Non c’è nessuna enfasi, nessun particolare inutile, sembra proprio il racconto di qualcuno che ha vissuto questa vicenda o che l’ha sentita raccontare da chi l’ha vissuta personalmente.
Si capisce che non lo riconoscano. Per forza, non si aspettavano di vederlo ancora vivo.
Chissà se guardandolo, per un attimo, mentre percorrevano gli undici chilometri da Gerusalemme a Èmmaus, nella loro mente è balenato un pensiero: assomiglia … . Ma no, non è possibile.

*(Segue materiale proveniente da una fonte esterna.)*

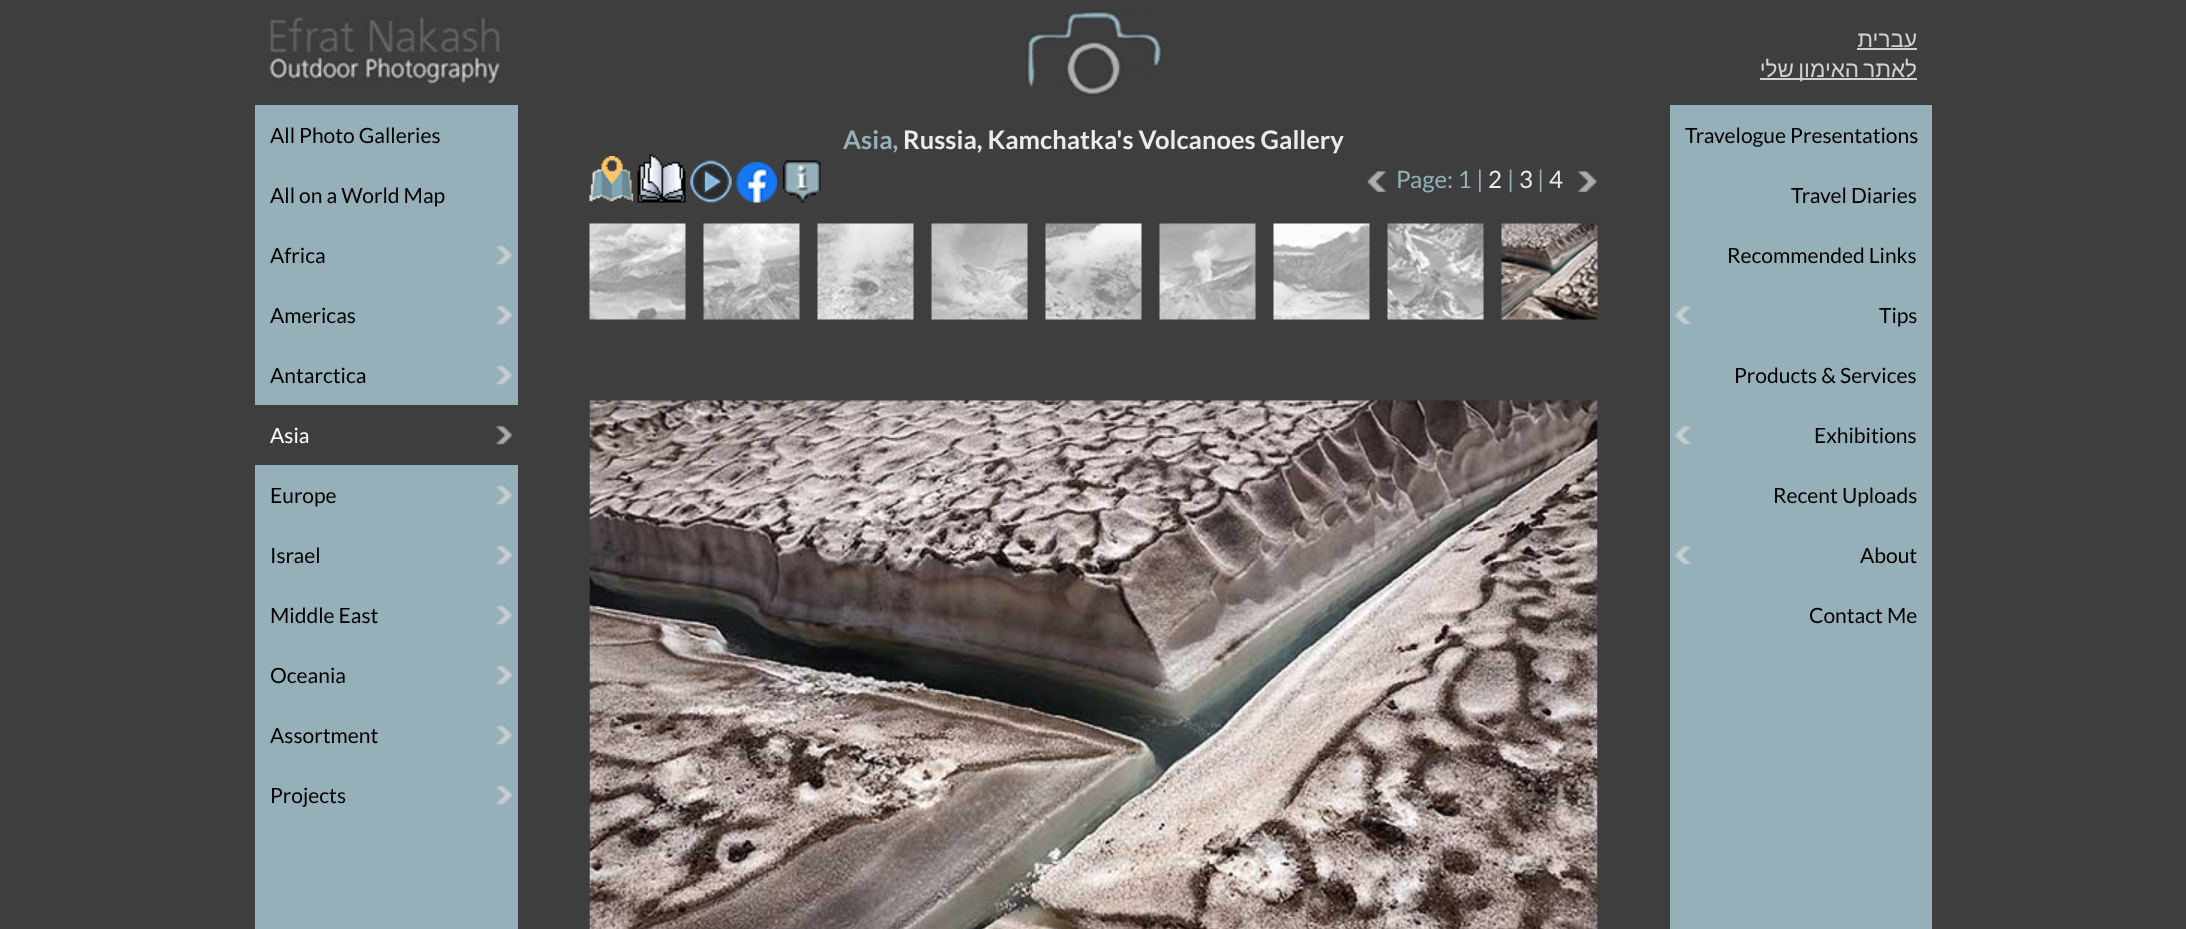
<svg xmlns="http://www.w3.org/2000/svg" width="2186" height="929" viewBox="0 0 2186 929">
  <rect width="100%" height="100%" fill="#3e3e3e"/>
  <image x="1026" y="10" width="137" height="86" href="img/1.png"/>
  <image x="269" y="17" width="231" height="67" href="img/2.png"/>
  <path d="M1857 48h60v2H1857z" fill="#d1d1d1"/>
  <path d="M1760 78h157v2H1760z" fill="#d1d1d1"/>
  <path d="M255 105h263v824H255z" fill="#95b0b9"/>
  <image x="496" y="245" width="16" height="20" href="img/3.png"/>
  <image x="496" y="305" width="16" height="20" href="img/3.png"/>
  <image x="496" y="365" width="16" height="20" href="img/3.png"/>
  <path d="M255 405h263v60H255z" fill="#3e3e3e"/>
  <image x="496" y="425" width="17" height="20" href="img/4.png"/>
  <image x="496" y="485" width="16" height="20" href="img/3.png"/>
  <image x="496" y="545" width="16" height="20" href="img/3.png"/>
  <image x="496" y="605" width="16" height="20" href="img/3.png"/>
  <image x="496" y="665" width="16" height="20" href="img/3.png"/>
  <image x="496" y="725" width="16" height="20" href="img/3.png"/>
  <image x="496" y="785" width="16" height="20" href="img/3.png"/>
  <path d="M1670 105h262v824H1670z" fill="#95b0b9"/>
  <image x="1675" y="305" width="16" height="20" href="img/5.png"/>
  <image x="1675" y="425" width="16" height="20" href="img/5.png"/>
  <image x="1675" y="545" width="16" height="20" href="img/5.png"/>
  <image x="589" y="156" width="44" height="46" href="img/6.png"/>
  <image x="637" y="154" width="49" height="49" href="img/7.png"/>
  <image x="690" y="160" width="42" height="43" href="img/8.png"/>
  <image x="736" y="162" width="41" height="41" href="img/9.png"/>
  <image x="782" y="160" width="39" height="43" href="img/10.png"/>
  <image x="1367" y="171" width="20" height="21" href="img/11.png"/>
  <image x="1577" y="171" width="20" height="21" href="img/12.png"/>
  <image x="589" y="223" width="97" height="97" href="img/13.png"/>
  <image x="703" y="223" width="97" height="97" href="img/14.png"/>
  <image x="817" y="223" width="97" height="97" href="img/15.png"/>
  <image x="931" y="223" width="97" height="97" href="img/16.png"/>
  <image x="1045" y="223" width="97" height="97" href="img/17.png"/>
  <image x="1159" y="223" width="97" height="97" href="img/18.png"/>
  <image x="1273" y="223" width="97" height="97" href="img/19.png"/>
  <image x="1387" y="223" width="97" height="97" href="img/20.png"/>
  <image x="1501" y="223" width="97" height="97" href="img/21.png"/>
  <image x="589" y="400" width="1009" height="529" href="img/22.png"/>
  <g font-family="Liberation Sans" font-size="22.5" direction="rtl" fill="#d1d1d1">
    <text x="1917" y="47">עברית</text>
    <text x="1917" y="77" word-spacing="-2">לאתר האימון שלי</text>
  </g>
  <g font-family="Lato" font-size="21" fill="#000">
    <text x="270" y="143">All Photo Galleries</text>
    <text x="270" y="203">All on a World Map</text>
    <text x="270" y="263">Africa</text>
    <text x="270" y="323">Americas</text>
    <text x="270" y="383">Antarctica</text>
  </g>
  <text x="270" y="443" font-family="Lato" font-size="21" fill="#fff">Asia</text>
  <g font-family="Lato" font-size="21" fill="#000">
    <text x="270" y="503">Europe</text>
    <text x="270" y="563">Israel</text>
    <text x="270" y="623">Middle East</text>
    <text x="270" y="683">Oceania</text>
    <text x="270" y="743">Assortment</text>
    <text x="270" y="803">Projects</text>
    <text x="1685" y="143">Travelogue Presentations</text>
    <text x="1791" y="203">Travel Diaries</text>
    <text x="1727" y="263">Recommended Links</text>
    <text x="1879" y="323">Tips</text>
    <text x="1734" y="383">Products &amp; Services</text>
    <text x="1814" y="443">Exhibitions</text>
    <text x="1773" y="503">Recent Uploads</text>
    <text x="1860" y="563">About</text>
    <text x="1809" y="623">Contact Me</text>
  </g>
  <text x="843" y="149" font-family="Lato" font-size="25.5" font-weight="bold" fill="#95b0b9">Asia,</text>
  <text x="903" y="149" font-family="Lato" font-size="25.5" font-weight="bold" fill="#ebebeb">Russia, Kamchatka's Volcanoes Gallery</text>
  <text x="1396" y="188" font-family="Lato" font-size="24" fill="#95b0b9">Page: 1 |</text>
  <text x="1488" y="188" font-family="Lato" font-size="24" fill="#ebebeb">2</text>
  <text x="1507" y="188" font-family="Lato" font-size="24" fill="#95b0b9">|</text>
  <text x="1519" y="188" font-family="Lato" font-size="24" fill="#ebebeb">3</text>
  <text x="1537" y="188" font-family="Lato" font-size="24" fill="#95b0b9">|</text>
  <text x="1549" y="188" font-family="Lato" font-size="24" fill="#ebebeb">4</text>
</svg>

Non a caso Caravaggio (Cena in Èmmaus) ferma proprio il momento in cui Gesù, che ha la faccia da ragazzone paffuto del vicino di casa, del figlio del falegname, benedice il pane e loro lo riconoscono, uno sta spostando la sedia per alzarsi, l’altro allarga le braccia, tutti e tre ficcano gli occhi sul suo volto, quello in piedi sembra commosso, sembra che stia per abbracciarlo e il ragazzone benedice con un gesto che non ha nulla di ieratico, di grave o solenne, sacerdotale, semplicemente allunga il braccio, piega le dita e sta lì, con gli occhi bassi, in silenzio, prima di spezzare il pane, s’immagina con un gesto tranquillo, compreso in se stesso e nella sua forza, che non ha bisogno di niente per manifestarsi.
Lc 24,36ss Apparizione a Gerusalemme
Lc 24,36 Mentre essi parlavano di queste cose, Gesù in persona stette in mezzo a loro e disse: «Pace a voi!». 37 Sconvolti e pieni di paura, credevano di vedere un fantasma. 38 Ma egli disse loro: «Perché siete turbati, e perché sorgono dubbi nel vostro cuore? 39 Guardate le mie mani e i miei piedi: sono proprio io! Toccatemi e guardate; un fantasma non ha carne e ossa, come vedete che io ho». 40 Dicendo questo, mostrò loro le mani e i piedi. 41 Ma poiché per la gioia non credevano ancora ed erano pieni di stupore, disse: «Avete qui qualche cosa da mangiare?». 42 Gli offrirono una porzione di pesce arrostito; 43 egli lo prese e lo mangiò davanti a loro.
Che bello! Uno di noi, che amiamo, che abbiamo pianto morto, morto in quel modo, pochi giorni prima, mangia il pesce arrostito, seduto a tavola insieme a noi. Questa è la bellezza del cristianesimo, la speranza che un fatto così bello possa accadere a ciascuno di noi, facendoci superare la paura più grande: la morte delle persone che amiamo e il tormento di lasciarle quando toccherà a noi morire.
Lc 24,44 Poi disse: «Sono queste le parole che io vi dissi quando ero ancora con voi: bisogna che si compiano tutte le cose scritte su di me nella legge di Mosè, nei Profeti e nei Salmi». 45 Allora aprì loro la mente per comprendere le Scritture 46 e disse loro: «Così sta scritto: il Cristo patirà e risorgerà dai morti il terzo giorno, 47 e nel suo nome saranno predicati a tutti i popoli la conversione e il perdono dei peccati, cominciando da Gerusalemme. 48 Di questo voi siete testimoni. 49 Ed ecco, io mando su di voi colui che il Padre mio ha promesso; ma voi restate in città, finché non siate rivestiti di potenza dall’alto».
Insomma, tanta sofferenza perché così è scritto: perché si devono compiere tutte le cose scritte nella legge di Mosè, nei Profeti e nei Salmi. La sofferenza era necessaria. Perché?